Exact copy, no pictures: set down every entry below as written.

** Opening AVAILABLE RECORDS block **

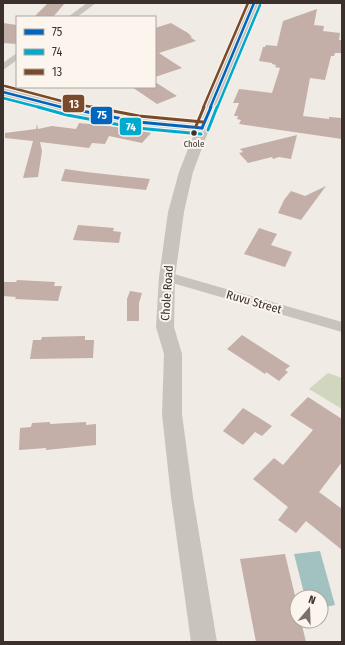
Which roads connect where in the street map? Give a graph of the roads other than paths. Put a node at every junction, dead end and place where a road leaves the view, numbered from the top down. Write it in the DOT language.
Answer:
graph roads {
  1 [pos="92,3"];
  2 [pos="254,3"];
  3 [pos="73,16"];
  4 [pos="16,57"];
  5 [pos="3,67"];
  6 [pos="3,92"];
  7 [pos="202,128"];
  8 [pos="167,277"];
  9 [pos="342,327"];
  10 [pos="204,642"];
  1 -- 3 [label="street"];
  2 -- 7 [label="street, Chole Road"];
  4 -- 5 [label="street"];
  6 -- 7 [label="street"];
  7 -- 8 [label="street, Chole Road"];
  8 -- 9 [label="street, Ruvu Street"];
  8 -- 10 [label="street, Chole Road"];
}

** Closing AVAILABLE RECORDS block **

- THE ANSWER
Which roads connect where in the street map? Give a graph of the roads other than paths. Put a node at every junction, dead end and place where a road leaves the view, numbered from the top down. Write it in the DOT language.
Answer:
graph roads {
  1 [pos="92,3"];
  2 [pos="254,3"];
  3 [pos="73,16"];
  4 [pos="16,57"];
  5 [pos="3,67"];
  6 [pos="3,92"];
  7 [pos="202,128"];
  8 [pos="167,277"];
  9 [pos="342,327"];
  10 [pos="204,642"];
  1 -- 3 [label="street"];
  2 -- 7 [label="street, Chole Road"];
  4 -- 5 [label="street"];
  6 -- 7 [label="street"];
  7 -- 8 [label="street, Chole Road"];
  8 -- 9 [label="street, Ruvu Street"];
  8 -- 10 [label="street, Chole Road"];
}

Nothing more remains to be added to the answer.